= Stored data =
_ _ _ _ _

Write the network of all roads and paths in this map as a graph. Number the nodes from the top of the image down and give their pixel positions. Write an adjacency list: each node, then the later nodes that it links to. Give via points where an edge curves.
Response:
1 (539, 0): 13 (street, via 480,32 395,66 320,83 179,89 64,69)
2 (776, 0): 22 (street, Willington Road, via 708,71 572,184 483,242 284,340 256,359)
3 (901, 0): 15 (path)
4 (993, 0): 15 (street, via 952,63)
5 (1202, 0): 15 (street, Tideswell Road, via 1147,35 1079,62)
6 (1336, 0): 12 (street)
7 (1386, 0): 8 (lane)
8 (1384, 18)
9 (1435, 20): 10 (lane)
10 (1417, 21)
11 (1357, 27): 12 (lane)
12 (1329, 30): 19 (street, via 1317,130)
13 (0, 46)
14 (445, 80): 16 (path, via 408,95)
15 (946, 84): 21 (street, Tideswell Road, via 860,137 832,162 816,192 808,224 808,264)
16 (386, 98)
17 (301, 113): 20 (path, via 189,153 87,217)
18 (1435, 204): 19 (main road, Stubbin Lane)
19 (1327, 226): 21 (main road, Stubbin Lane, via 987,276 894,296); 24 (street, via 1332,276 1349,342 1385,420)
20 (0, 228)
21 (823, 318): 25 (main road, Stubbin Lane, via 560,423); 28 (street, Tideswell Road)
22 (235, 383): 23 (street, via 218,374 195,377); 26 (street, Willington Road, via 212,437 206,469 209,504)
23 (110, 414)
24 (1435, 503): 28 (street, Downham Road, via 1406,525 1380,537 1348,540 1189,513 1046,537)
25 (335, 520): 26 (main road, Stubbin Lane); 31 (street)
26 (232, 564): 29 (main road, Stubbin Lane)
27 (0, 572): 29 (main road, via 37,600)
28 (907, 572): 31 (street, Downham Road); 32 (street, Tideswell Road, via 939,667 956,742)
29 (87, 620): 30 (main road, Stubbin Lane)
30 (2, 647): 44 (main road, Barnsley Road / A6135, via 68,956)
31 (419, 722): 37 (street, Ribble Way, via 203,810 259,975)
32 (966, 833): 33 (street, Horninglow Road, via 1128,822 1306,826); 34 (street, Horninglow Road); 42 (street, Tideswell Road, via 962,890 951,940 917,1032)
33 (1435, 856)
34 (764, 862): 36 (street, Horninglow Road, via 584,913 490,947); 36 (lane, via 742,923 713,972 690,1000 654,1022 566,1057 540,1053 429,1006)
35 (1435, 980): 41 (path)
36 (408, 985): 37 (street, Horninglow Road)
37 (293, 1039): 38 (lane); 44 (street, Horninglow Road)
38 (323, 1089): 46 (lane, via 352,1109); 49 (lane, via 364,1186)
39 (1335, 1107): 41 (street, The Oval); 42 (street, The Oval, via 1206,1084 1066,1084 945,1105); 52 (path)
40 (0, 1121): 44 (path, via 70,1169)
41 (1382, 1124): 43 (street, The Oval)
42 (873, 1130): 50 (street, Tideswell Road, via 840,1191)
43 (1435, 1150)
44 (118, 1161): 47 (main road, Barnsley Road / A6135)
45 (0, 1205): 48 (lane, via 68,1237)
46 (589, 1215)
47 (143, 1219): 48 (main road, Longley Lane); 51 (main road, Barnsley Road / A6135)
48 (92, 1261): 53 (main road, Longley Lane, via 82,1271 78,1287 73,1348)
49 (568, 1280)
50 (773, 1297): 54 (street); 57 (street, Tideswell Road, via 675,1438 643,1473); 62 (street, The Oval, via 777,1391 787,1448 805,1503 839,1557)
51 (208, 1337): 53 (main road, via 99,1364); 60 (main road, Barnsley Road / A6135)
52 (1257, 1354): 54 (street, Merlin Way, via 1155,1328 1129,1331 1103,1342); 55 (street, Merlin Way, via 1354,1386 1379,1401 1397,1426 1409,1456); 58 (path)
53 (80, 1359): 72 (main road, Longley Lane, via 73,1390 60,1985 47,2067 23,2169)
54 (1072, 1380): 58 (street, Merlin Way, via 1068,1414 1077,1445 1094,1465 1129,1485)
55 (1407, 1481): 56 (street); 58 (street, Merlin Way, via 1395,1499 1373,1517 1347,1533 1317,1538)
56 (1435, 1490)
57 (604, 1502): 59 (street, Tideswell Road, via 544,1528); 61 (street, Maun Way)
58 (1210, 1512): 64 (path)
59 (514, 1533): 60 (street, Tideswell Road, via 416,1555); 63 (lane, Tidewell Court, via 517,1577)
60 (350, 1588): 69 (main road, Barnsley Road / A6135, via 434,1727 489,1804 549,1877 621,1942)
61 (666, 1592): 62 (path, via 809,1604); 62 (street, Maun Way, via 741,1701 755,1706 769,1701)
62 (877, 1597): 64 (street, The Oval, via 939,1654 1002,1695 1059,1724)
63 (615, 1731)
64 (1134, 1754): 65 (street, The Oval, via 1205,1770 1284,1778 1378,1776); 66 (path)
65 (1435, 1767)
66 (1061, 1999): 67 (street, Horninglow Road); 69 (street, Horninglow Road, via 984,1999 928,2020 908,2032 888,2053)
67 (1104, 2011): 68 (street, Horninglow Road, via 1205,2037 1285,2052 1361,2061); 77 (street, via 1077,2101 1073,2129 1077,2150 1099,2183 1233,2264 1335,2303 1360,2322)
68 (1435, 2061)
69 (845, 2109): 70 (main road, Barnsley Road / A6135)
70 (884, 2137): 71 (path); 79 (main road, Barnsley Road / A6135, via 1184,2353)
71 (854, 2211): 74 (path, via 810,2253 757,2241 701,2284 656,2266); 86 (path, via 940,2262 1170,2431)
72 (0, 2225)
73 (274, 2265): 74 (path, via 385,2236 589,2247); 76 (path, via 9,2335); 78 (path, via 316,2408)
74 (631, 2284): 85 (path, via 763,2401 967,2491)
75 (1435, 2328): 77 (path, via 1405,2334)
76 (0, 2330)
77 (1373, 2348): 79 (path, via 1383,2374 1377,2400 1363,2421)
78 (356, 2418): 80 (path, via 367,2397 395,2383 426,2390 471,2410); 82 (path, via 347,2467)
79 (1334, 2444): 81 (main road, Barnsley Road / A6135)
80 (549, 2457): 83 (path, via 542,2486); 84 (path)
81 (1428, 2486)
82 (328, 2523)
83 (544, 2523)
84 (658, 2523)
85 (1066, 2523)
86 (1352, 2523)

_ _ _ _ _

Print all of the entries exactly as they are written.

= Response for this exercise =
Write the network of all roads and paths in this map as a graph. Number the nodes from the top of the image down and give their pixel positions. Write an adjacency list: each node, then the later nodes that it links to. Give via points where an edge curves.
Response:
1 (539, 0): 13 (street, via 480,32 395,66 320,83 179,89 64,69)
2 (776, 0): 22 (street, Willington Road, via 708,71 572,184 483,242 284,340 256,359)
3 (901, 0): 15 (path)
4 (993, 0): 15 (street, via 952,63)
5 (1202, 0): 15 (street, Tideswell Road, via 1147,35 1079,62)
6 (1336, 0): 12 (street)
7 (1386, 0): 8 (lane)
8 (1384, 18)
9 (1435, 20): 10 (lane)
10 (1417, 21)
11 (1357, 27): 12 (lane)
12 (1329, 30): 19 (street, via 1317,130)
13 (0, 46)
14 (445, 80): 16 (path, via 408,95)
15 (946, 84): 21 (street, Tideswell Road, via 860,137 832,162 816,192 808,224 808,264)
16 (386, 98)
17 (301, 113): 20 (path, via 189,153 87,217)
18 (1435, 204): 19 (main road, Stubbin Lane)
19 (1327, 226): 21 (main road, Stubbin Lane, via 987,276 894,296); 24 (street, via 1332,276 1349,342 1385,420)
20 (0, 228)
21 (823, 318): 25 (main road, Stubbin Lane, via 560,423); 28 (street, Tideswell Road)
22 (235, 383): 23 (street, via 218,374 195,377); 26 (street, Willington Road, via 212,437 206,469 209,504)
23 (110, 414)
24 (1435, 503): 28 (street, Downham Road, via 1406,525 1380,537 1348,540 1189,513 1046,537)
25 (335, 520): 26 (main road, Stubbin Lane); 31 (street)
26 (232, 564): 29 (main road, Stubbin Lane)
27 (0, 572): 29 (main road, via 37,600)
28 (907, 572): 31 (street, Downham Road); 32 (street, Tideswell Road, via 939,667 956,742)
29 (87, 620): 30 (main road, Stubbin Lane)
30 (2, 647): 44 (main road, Barnsley Road / A6135, via 68,956)
31 (419, 722): 37 (street, Ribble Way, via 203,810 259,975)
32 (966, 833): 33 (street, Horninglow Road, via 1128,822 1306,826); 34 (street, Horninglow Road); 42 (street, Tideswell Road, via 962,890 951,940 917,1032)
33 (1435, 856)
34 (764, 862): 36 (street, Horninglow Road, via 584,913 490,947); 36 (lane, via 742,923 713,972 690,1000 654,1022 566,1057 540,1053 429,1006)
35 (1435, 980): 41 (path)
36 (408, 985): 37 (street, Horninglow Road)
37 (293, 1039): 38 (lane); 44 (street, Horninglow Road)
38 (323, 1089): 46 (lane, via 352,1109); 49 (lane, via 364,1186)
39 (1335, 1107): 41 (street, The Oval); 42 (street, The Oval, via 1206,1084 1066,1084 945,1105); 52 (path)
40 (0, 1121): 44 (path, via 70,1169)
41 (1382, 1124): 43 (street, The Oval)
42 (873, 1130): 50 (street, Tideswell Road, via 840,1191)
43 (1435, 1150)
44 (118, 1161): 47 (main road, Barnsley Road / A6135)
45 (0, 1205): 48 (lane, via 68,1237)
46 (589, 1215)
47 (143, 1219): 48 (main road, Longley Lane); 51 (main road, Barnsley Road / A6135)
48 (92, 1261): 53 (main road, Longley Lane, via 82,1271 78,1287 73,1348)
49 (568, 1280)
50 (773, 1297): 54 (street); 57 (street, Tideswell Road, via 675,1438 643,1473); 62 (street, The Oval, via 777,1391 787,1448 805,1503 839,1557)
51 (208, 1337): 53 (main road, via 99,1364); 60 (main road, Barnsley Road / A6135)
52 (1257, 1354): 54 (street, Merlin Way, via 1155,1328 1129,1331 1103,1342); 55 (street, Merlin Way, via 1354,1386 1379,1401 1397,1426 1409,1456); 58 (path)
53 (80, 1359): 72 (main road, Longley Lane, via 73,1390 60,1985 47,2067 23,2169)
54 (1072, 1380): 58 (street, Merlin Way, via 1068,1414 1077,1445 1094,1465 1129,1485)
55 (1407, 1481): 56 (street); 58 (street, Merlin Way, via 1395,1499 1373,1517 1347,1533 1317,1538)
56 (1435, 1490)
57 (604, 1502): 59 (street, Tideswell Road, via 544,1528); 61 (street, Maun Way)
58 (1210, 1512): 64 (path)
59 (514, 1533): 60 (street, Tideswell Road, via 416,1555); 63 (lane, Tidewell Court, via 517,1577)
60 (350, 1588): 69 (main road, Barnsley Road / A6135, via 434,1727 489,1804 549,1877 621,1942)
61 (666, 1592): 62 (path, via 809,1604); 62 (street, Maun Way, via 741,1701 755,1706 769,1701)
62 (877, 1597): 64 (street, The Oval, via 939,1654 1002,1695 1059,1724)
63 (615, 1731)
64 (1134, 1754): 65 (street, The Oval, via 1205,1770 1284,1778 1378,1776); 66 (path)
65 (1435, 1767)
66 (1061, 1999): 67 (street, Horninglow Road); 69 (street, Horninglow Road, via 984,1999 928,2020 908,2032 888,2053)
67 (1104, 2011): 68 (street, Horninglow Road, via 1205,2037 1285,2052 1361,2061); 77 (street, via 1077,2101 1073,2129 1077,2150 1099,2183 1233,2264 1335,2303 1360,2322)
68 (1435, 2061)
69 (845, 2109): 70 (main road, Barnsley Road / A6135)
70 (884, 2137): 71 (path); 79 (main road, Barnsley Road / A6135, via 1184,2353)
71 (854, 2211): 74 (path, via 810,2253 757,2241 701,2284 656,2266); 86 (path, via 940,2262 1170,2431)
72 (0, 2225)
73 (274, 2265): 74 (path, via 385,2236 589,2247); 76 (path, via 9,2335); 78 (path, via 316,2408)
74 (631, 2284): 85 (path, via 763,2401 967,2491)
75 (1435, 2328): 77 (path, via 1405,2334)
76 (0, 2330)
77 (1373, 2348): 79 (path, via 1383,2374 1377,2400 1363,2421)
78 (356, 2418): 80 (path, via 367,2397 395,2383 426,2390 471,2410); 82 (path, via 347,2467)
79 (1334, 2444): 81 (main road, Barnsley Road / A6135)
80 (549, 2457): 83 (path, via 542,2486); 84 (path)
81 (1428, 2486)
82 (328, 2523)
83 (544, 2523)
84 (658, 2523)
85 (1066, 2523)
86 (1352, 2523)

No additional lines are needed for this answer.